Top of Provided material

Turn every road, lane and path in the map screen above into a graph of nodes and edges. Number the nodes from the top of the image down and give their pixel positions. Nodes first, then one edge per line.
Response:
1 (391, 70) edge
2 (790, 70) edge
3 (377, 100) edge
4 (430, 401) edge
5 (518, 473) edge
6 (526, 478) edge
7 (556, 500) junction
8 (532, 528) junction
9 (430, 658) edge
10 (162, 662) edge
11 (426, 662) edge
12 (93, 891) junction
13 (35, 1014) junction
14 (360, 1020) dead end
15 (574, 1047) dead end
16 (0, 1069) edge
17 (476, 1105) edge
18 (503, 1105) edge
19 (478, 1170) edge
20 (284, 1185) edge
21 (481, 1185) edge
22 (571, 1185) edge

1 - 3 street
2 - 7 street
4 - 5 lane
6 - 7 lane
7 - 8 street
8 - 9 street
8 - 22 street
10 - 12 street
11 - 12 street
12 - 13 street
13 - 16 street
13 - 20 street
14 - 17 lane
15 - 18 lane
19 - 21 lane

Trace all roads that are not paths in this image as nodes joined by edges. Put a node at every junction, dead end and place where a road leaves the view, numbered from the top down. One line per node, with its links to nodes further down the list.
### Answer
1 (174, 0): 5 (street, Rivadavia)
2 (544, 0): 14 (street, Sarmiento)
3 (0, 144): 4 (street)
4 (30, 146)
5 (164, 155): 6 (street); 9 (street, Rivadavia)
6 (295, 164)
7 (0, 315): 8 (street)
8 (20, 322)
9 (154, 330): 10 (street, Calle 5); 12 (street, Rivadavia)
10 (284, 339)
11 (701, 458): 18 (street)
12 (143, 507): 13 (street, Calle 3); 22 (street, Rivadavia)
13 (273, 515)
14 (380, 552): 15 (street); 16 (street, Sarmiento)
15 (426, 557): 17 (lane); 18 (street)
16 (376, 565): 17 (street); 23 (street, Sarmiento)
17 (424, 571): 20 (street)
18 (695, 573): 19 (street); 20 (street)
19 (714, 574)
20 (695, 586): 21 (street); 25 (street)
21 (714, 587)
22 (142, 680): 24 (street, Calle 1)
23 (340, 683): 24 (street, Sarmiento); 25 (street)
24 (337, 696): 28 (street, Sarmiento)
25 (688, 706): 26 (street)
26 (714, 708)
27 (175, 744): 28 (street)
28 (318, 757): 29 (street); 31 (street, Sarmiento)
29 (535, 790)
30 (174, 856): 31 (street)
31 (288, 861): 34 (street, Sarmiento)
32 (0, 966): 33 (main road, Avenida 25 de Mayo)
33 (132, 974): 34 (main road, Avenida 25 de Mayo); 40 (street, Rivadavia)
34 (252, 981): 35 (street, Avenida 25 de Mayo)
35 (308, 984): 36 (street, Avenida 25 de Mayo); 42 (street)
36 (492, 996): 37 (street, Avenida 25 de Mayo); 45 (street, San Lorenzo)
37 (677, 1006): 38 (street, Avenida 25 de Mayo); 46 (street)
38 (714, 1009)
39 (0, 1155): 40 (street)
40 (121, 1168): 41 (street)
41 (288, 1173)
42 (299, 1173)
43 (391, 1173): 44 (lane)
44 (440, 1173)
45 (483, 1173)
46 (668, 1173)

Bottom of Provided material

Work to be completed:
Nothing but the lines from the one that contains "Trace all roads" to the end of the listing should be given again, each exactly as it appears.

Response to this task:
Trace all roads that are not paths in this image as nodes joined by edges. Put a node at every junction, dead end and place where a road leaves the view, numbered from the top down. One line per node, with its links to nodes further down the list.
### Answer
1 (174, 0): 5 (street, Rivadavia)
2 (544, 0): 14 (street, Sarmiento)
3 (0, 144): 4 (street)
4 (30, 146)
5 (164, 155): 6 (street); 9 (street, Rivadavia)
6 (295, 164)
7 (0, 315): 8 (street)
8 (20, 322)
9 (154, 330): 10 (street, Calle 5); 12 (street, Rivadavia)
10 (284, 339)
11 (701, 458): 18 (street)
12 (143, 507): 13 (street, Calle 3); 22 (street, Rivadavia)
13 (273, 515)
14 (380, 552): 15 (street); 16 (street, Sarmiento)
15 (426, 557): 17 (lane); 18 (street)
16 (376, 565): 17 (street); 23 (street, Sarmiento)
17 (424, 571): 20 (street)
18 (695, 573): 19 (street); 20 (street)
19 (714, 574)
20 (695, 586): 21 (street); 25 (street)
21 (714, 587)
22 (142, 680): 24 (street, Calle 1)
23 (340, 683): 24 (street, Sarmiento); 25 (street)
24 (337, 696): 28 (street, Sarmiento)
25 (688, 706): 26 (street)
26 (714, 708)
27 (175, 744): 28 (street)
28 (318, 757): 29 (street); 31 (street, Sarmiento)
29 (535, 790)
30 (174, 856): 31 (street)
31 (288, 861): 34 (street, Sarmiento)
32 (0, 966): 33 (main road, Avenida 25 de Mayo)
33 (132, 974): 34 (main road, Avenida 25 de Mayo); 40 (street, Rivadavia)
34 (252, 981): 35 (street, Avenida 25 de Mayo)
35 (308, 984): 36 (street, Avenida 25 de Mayo); 42 (street)
36 (492, 996): 37 (street, Avenida 25 de Mayo); 45 (street, San Lorenzo)
37 (677, 1006): 38 (street, Avenida 25 de Mayo); 46 (street)
38 (714, 1009)
39 (0, 1155): 40 (street)
40 (121, 1168): 41 (street)
41 (288, 1173)
42 (299, 1173)
43 (391, 1173): 44 (lane)
44 (440, 1173)
45 (483, 1173)
46 (668, 1173)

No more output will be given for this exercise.